Перед тем как сказать «Фобос», он немного запнулся. Потом он, как бы спохватившись, добавил:

– Джим Марло, я не так давно выучил ваш язык. Прости меня, если я не могу сразу найти слово.

– Да вы прекрасно говорите! – совершенно искренне сказал Джим.

– Я знаю слова, но картина мне не ясна. Скажи мне, Джим Марло, что такое «лондонзо»?

Джим попросил его повторить, прежде чем ему стало ясно, что марсиан спрашивает о лондонском зоопарке. Джим начал объяснять, но остановился на описании идеи зоопарка: от марсианина повеяло таким холодным, непримиримым гневом, что Джим испугался. Потом настроение марсианина снова резко переменилось, и Джим вновь ощутил дружеское тепло, идущее от его собеседника, как от солнца; оно было не менее реально, чем солнечные лучи.

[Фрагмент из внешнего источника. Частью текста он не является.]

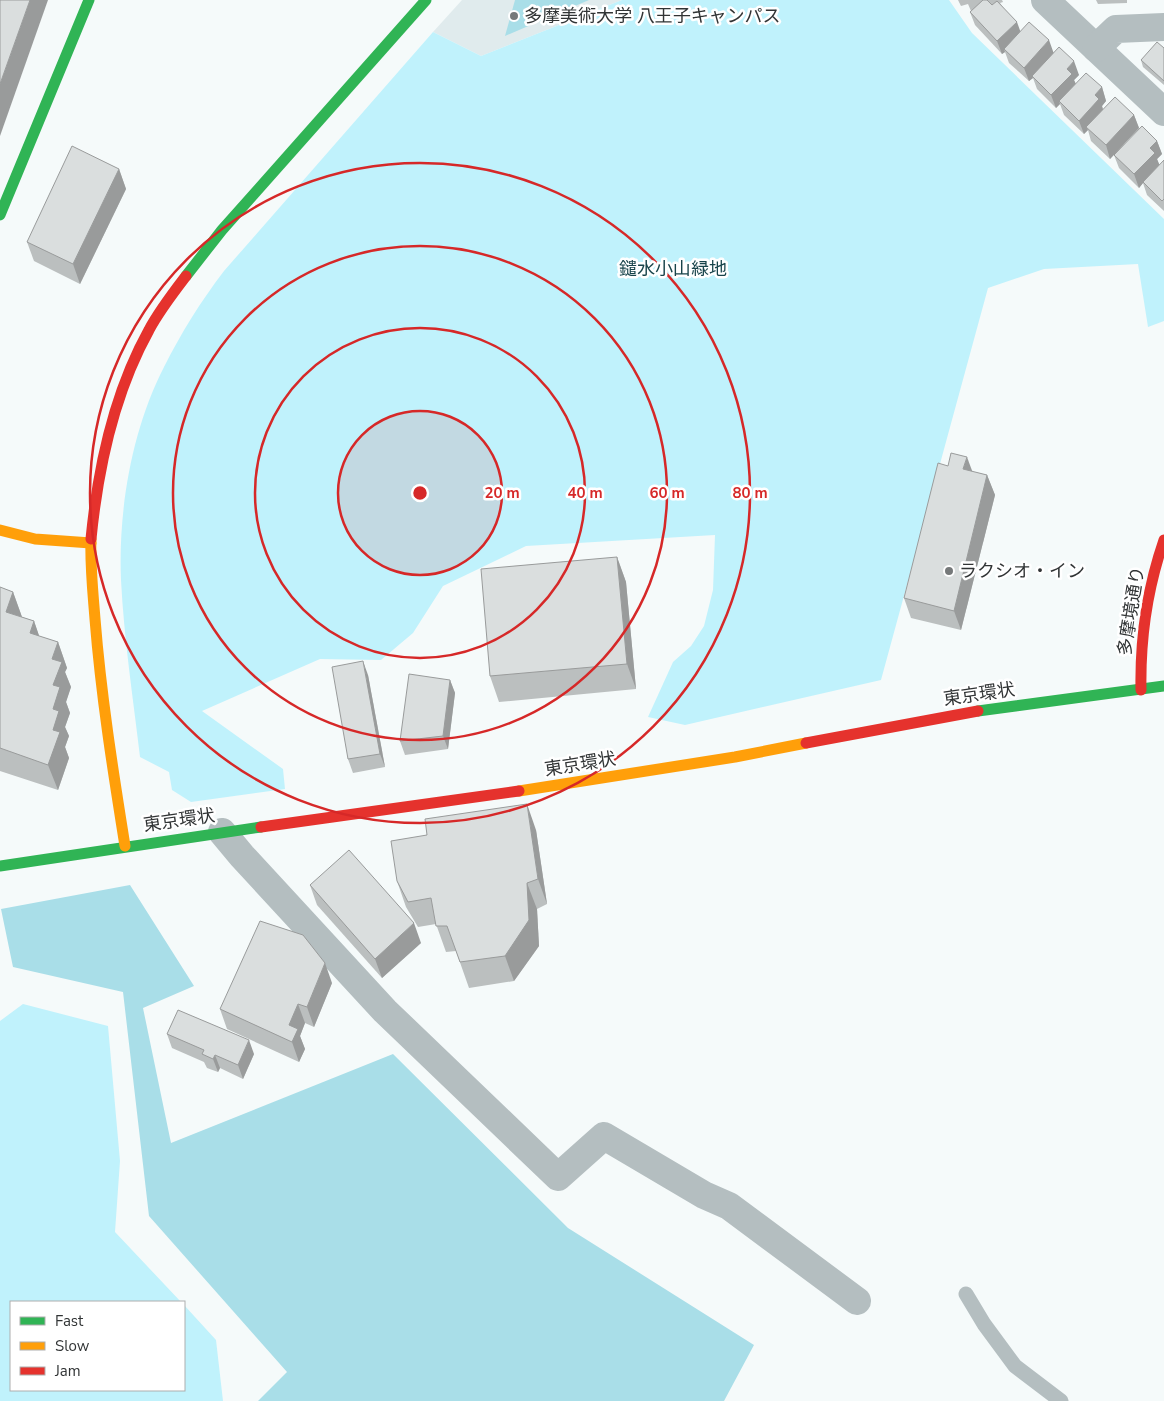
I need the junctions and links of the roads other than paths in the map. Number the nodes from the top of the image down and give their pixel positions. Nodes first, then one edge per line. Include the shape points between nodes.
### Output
1 (89, 0) edge
2 (426, 0) edge
3 (1044, 0) edge
4 (1164, 27) edge
5 (1096, 48) junction
6 (1164, 112) edge
7 (0, 215) edge
8 (0, 530) edge
9 (1164, 540) edge
10 (91, 544) junction
11 (1164, 686) edge
12 (1141, 690) junction
13 (222, 832) junction
14 (125, 846) junction
15 (0, 866) edge
16 (966, 1294) dead end
17 (857, 1301) dead end
18 (1061, 1401) edge

1 - 7 main road
2 - 10 main road via 222,230 154,322 127,380 106,441
3 - 5 street
4 - 5 street via 1116,29
5 - 6 street
8 - 10 main road via 35,539
9 - 12 main road, 多摩境通り via 1146,604
10 - 14 main road via 96,646
11 - 12 main road, 東京環状
12 - 13 main road, 東京環状 via 958,714 736,757 561,785
13 - 14 main road, 東京環状
13 - 17 street via 385,1011 558,1177 604,1136 704,1195 729,1206
14 - 15 main road, 東京環状
16 - 18 lane via 1015,1366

– Джим Марло, ты дважды спасал малыша, которого назвал «Виллис», от… – он употребил марсианское слово, неизвестное Джиму, потом поправился: – …от водоискалки. Ты убил много водоискалок?

– Да, порядочно, – ответил Джим. – Я как вижу их, так и убиваю. Слишком они обнаглели, нечего рыскать около колонии.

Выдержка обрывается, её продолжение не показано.